The Book on the Book Shelf is an interesting look at the evolution of book shelves from Alexandria all the way to modern libraries with all sorts of digital tools and equipment to keep track of, sort, and shelve tens of thousands of books. I must admit I was incredulous that such a book existed, or would be widely read, yet, I secretly yearned to find out what it is all about. This may not seem exciting, but the first page put me on a thrilling ride through history. I have said this before about trees, and I gleefully repeat myself, I will never again look at my bookshelves as mere furniture. As Petroski writes, “One evening, while reading in my study, I looked up from my book and saw my bookshelves in a new and different light. Instead of being just places on which to store books, the shelves themselves intrigued me as artifacts in their own right” (ix). This is the first sentence of the preface, and I immediately closed the book, and looked at my shelves. I realized each had a story to tell, and each held remembrances of all the decades we had spent together.

Petroski tells us “over 50,000 books are published each year in America alone” (5). I wish I didn’t know this fact. Now I will never catch up! Every time I visit friends or family, I find time to slip away and examine their shelves. I believe a lot can be learned by examining a library. One time, to my horror, I visited a “friend-of-a-friend’s house and could not find a single book—except for some cookbooks in the kitchen. I was stunned! How awful that must be to live without books. I believe it was Cicero who wrote, “A room without books is like a body without a soul.” Petroski writes, “The bookshelf, like the book, has become an integral part of civilization as we know it, its presence in a home practically defining what it means to be civilized, educated, and refined. Indeed, the presence of bookshelves greatly influences our behavior” (4). I must admit I take on a reverential calm when I am among my books or merely walking down the hall.
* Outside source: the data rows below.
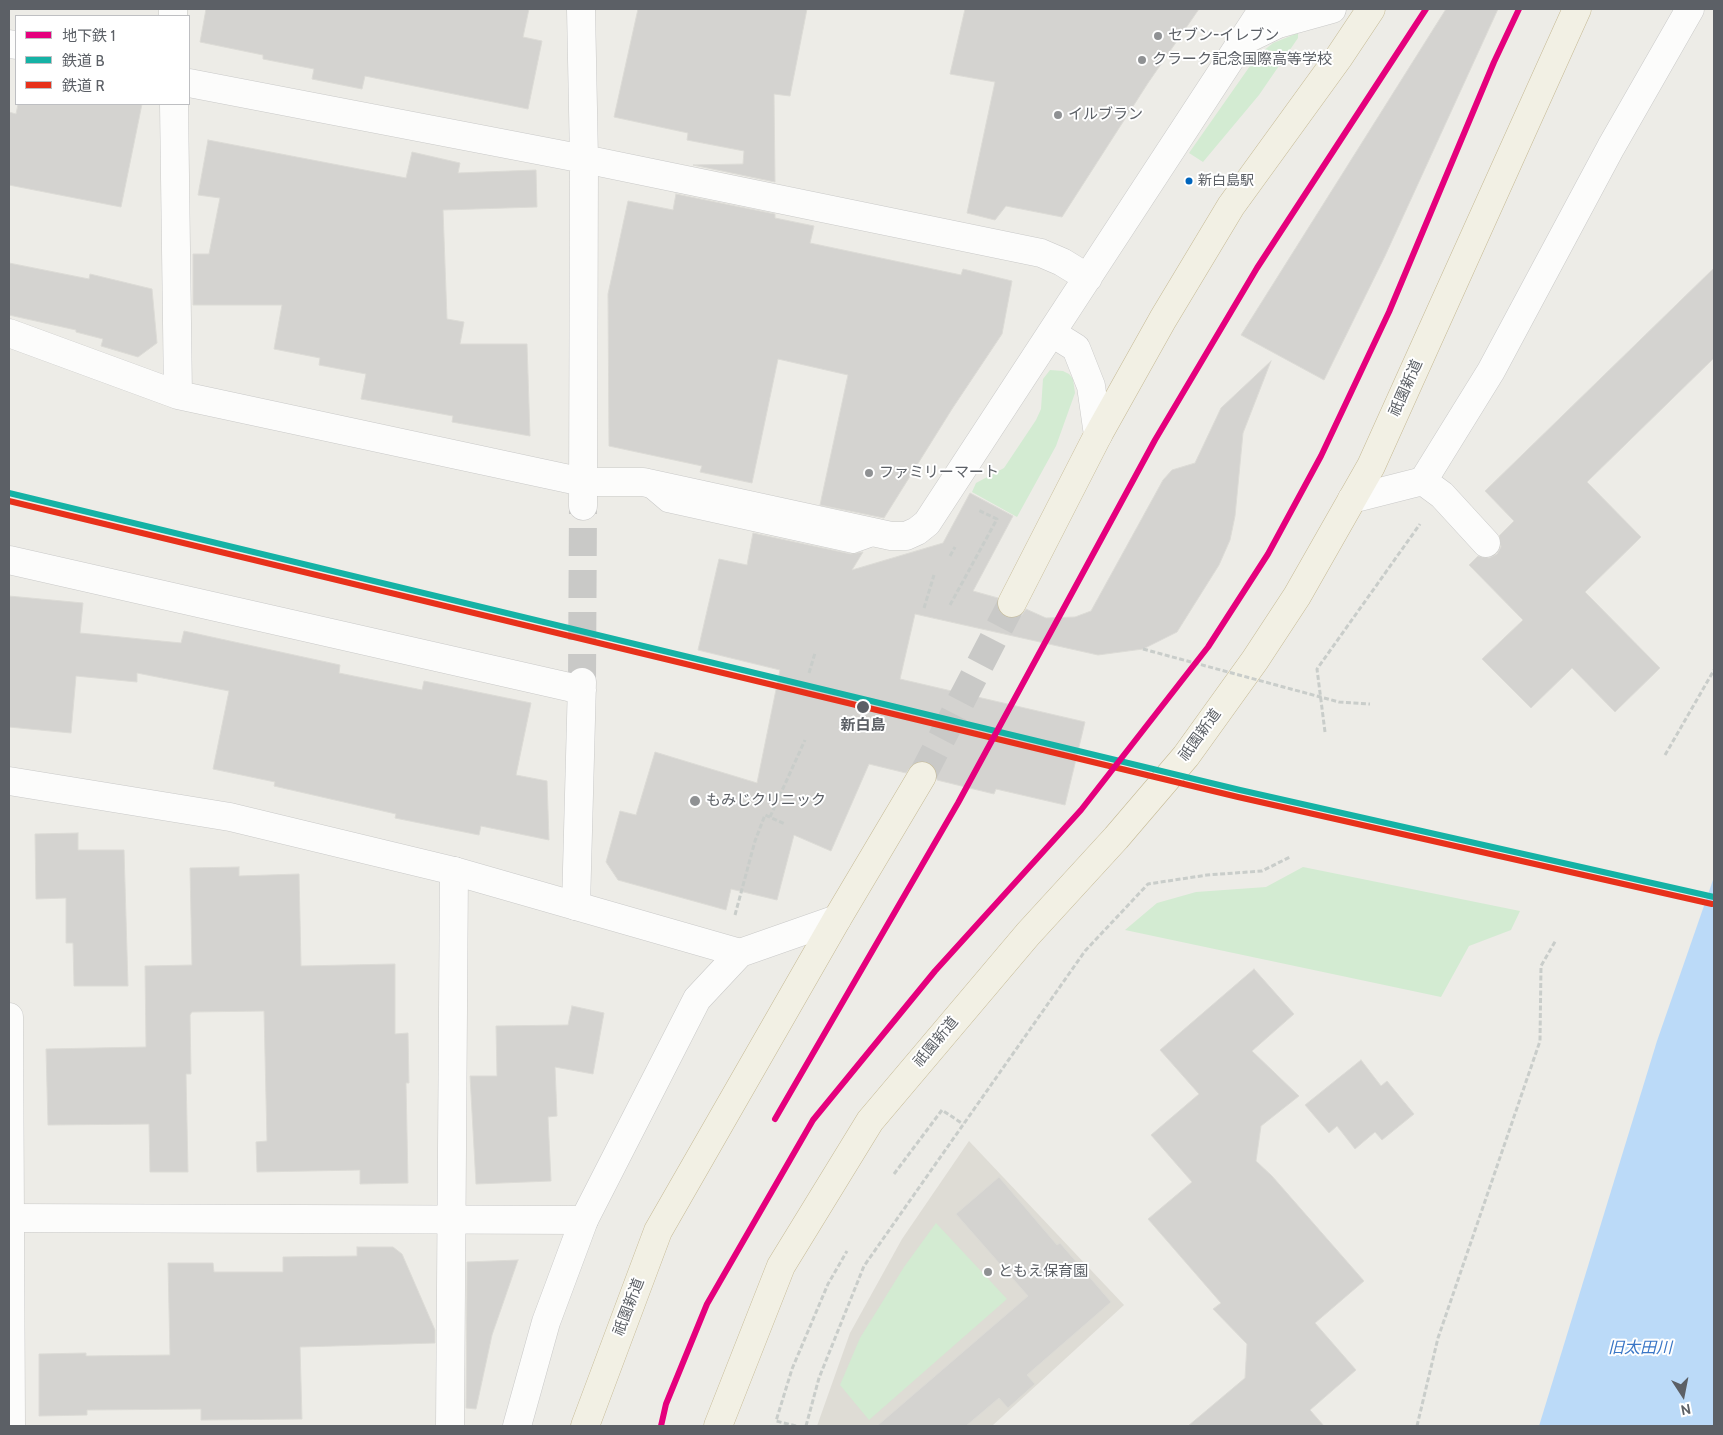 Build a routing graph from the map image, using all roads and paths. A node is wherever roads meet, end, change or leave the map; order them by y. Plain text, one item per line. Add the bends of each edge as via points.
1 (581, 9) edge
2 (1262, 9) edge
3 (1332, 9) edge
4 (1371, 9) edge
5 (1577, 9) edge
6 (1690, 9) edge
7 (1240, 43) junction
8 (190, 84) edge
9 (174, 105) edge
10 (584, 159) junction
11 (1088, 278) junction
12 (9, 333) edge
13 (1052, 333) junction
14 (178, 396) junction
15 (1098, 435) junction
16 (1423, 481) junction
17 (583, 494) junction
18 (1352, 499) junction
19 (973, 514) dead end
20 (1425, 518) dead end
21 (1486, 543) dead end
22 (9, 560) edge
23 (934, 575) dead end
24 (1012, 603) tunnel mouth
25 (950, 605) dead end
26 (924, 608) dead end
27 (1143, 649) dead end
28 (815, 653) dead end
29 (1714, 670) edge
30 (809, 673) dead end
31 (1370, 704) dead end
32 (1326, 732) dead end
33 (805, 740) dead end
34 (1665, 755) dead end
35 (922, 776) tunnel mouth
36 (9, 781) edge
37 (770, 818) junction
38 (785, 824) dead end
39 (1290, 857) dead end
40 (454, 871) junction
41 (576, 906) junction
42 (837, 919) junction
43 (732, 923) dead end
44 (1556, 940) dead end
45 (740, 953) junction
46 (9, 1017) edge
47 (963, 1124) junction
48 (894, 1174) dead end
49 (10, 1218) edge
50 (452, 1220) junction
51 (584, 1220) junction
52 (847, 1251) dead end
53 (11, 1426) edge
54 (450, 1426) edge
55 (517, 1426) edge
56 (585, 1426) edge
57 (718, 1426) edge
58 (796, 1426) edge
59 (806, 1426) edge
60 (1417, 1426) edge

1 - 10 street
2 - 7 street
3 - 7 street via 1278,24
4 - 15 highway via 1231,206
5 - 18 highway, 祇園新道 via 1371,466
6 - 16 street via 1611,147 1491,371
7 - 11 street
8 - 10 street
9 - 14 street
10 - 11 street via 1041,253
10 - 17 street
11 - 13 street
12 - 14 street
13 - 15 street via 1076,348 1091,386
13 - 17 street via 927,523 906,536 881,534 643,482
14 - 17 street
15 - 24 highway
16 - 18 street
16 - 21 street via 1442,496
18 - 57 highway, 祇園新道 via 1297,596 1186,756 1028,934 870,1121 782,1266
19 - 25 path via 976,508 997,519
20 - 32 path via 1317,669
22 - 41 street via 582,686
23 - 26 path
27 - 31 path, bridge via 1339,702
28 - 30 path
29 - 34 path
33 - 37 path
35 - 42 highway, 祇園新道
36 - 40 street via 230,817
37 - 38 path
37 - 43 path via 765,815 755,841
39 - 47 path via 1262,871 1148,884 1085,950
40 - 41 street
40 - 50 street
41 - 45 street
42 - 45 street
42 - 56 highway, 祇園新道 via 658,1231
44 - 60 path via 1542,966 1540,1041 1438,1338
45 - 51 street via 697,999
46 - 49 street
47 - 48 path via 942,1110
47 - 59 path via 864,1266 819,1378
49 - 50 street
49 - 53 street
50 - 51 street
50 - 54 street
51 - 55 street via 546,1322
52 - 58 path via 828,1284 792,1369 776,1422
Petroski has chapters on scrolls and manuscripts, printing and binding, and of course stories of the medieval monks bent over an illuminated manuscript. He explains how books became chained to the library tables. He also includes dozens of intriguing drawings of medieval scholars reading at desks with a variety of solutions to storing books in the background.

I think Henry Petroski has tapped a much ignored vein, which, once let loose, will start a renewed interest in bookshelves as much more than mere furniture. The Book on the Book Shelf belongs in every library along with Anglo-American Cataloguing Rules, Sears Subject Headings, and an O.E.D. 5 stars.

--Jim, 3/30/17 ( )
  rmckeown | Apr 9, 2017 |
Only at Sierra Nevada College 4/24/15
  Cheryl_in_CC_NV | Jun 5, 2016 |
While most of this book is interesting I remember putting it down not to savor every morsel but because my eyes couldn't stay open! ( )
  nraichlin | Jan 26, 2016 |
This is a genial informal history of how books are store and shelved. Of necessity it is also a history of how books are produced and sold. Especially interesting is the extensive coverage of the history and development of public and academic libraries.Still, this is a fascinating and entertaining book, full of surprises. Petroski has an extremely clever penchant for finding modern analogies to older practices to clarify and make them seem less peculiar. It's never fair to criticize a book for not being what it doesn't try to be, but given the amount of research and travel that Petrosli evidently went to, I kept wishing for more in depth coverage. Much of the earlier historical material derives from a very few sources which is quoted literally, rather than just cited, in a way that would be more in place in an undergrad essay. Very odd. The illustrations are sloppily identified and derive from just a few secondary sources. ( )
1 vote sjnorquist | Aug 21, 2014 |
I like books and bookcases, and I'm interested in the evolution of everyday items, so I really liked this book. Anyone who doesn't share those interests would undoubtedly find it tedious. Petroski does get a bit repetitive at times, and I think it would have been a slog to read the whole thing at once. I noticed in the other reviews that several people objected to his personal anecdotes, but they were actually one of my favourite aspects of the book. The writing is easy to understand, with light touches of humour (and one excruciating pun). I particularly enjoyed the last chapter, "The Care of Books", which was really more about how people interact with their books and collections, and the appendix on ways of ordering the books on your shelves. ( )
  SylviaC | May 5, 2014 |
Showing 1-5 of 31 (next | show all)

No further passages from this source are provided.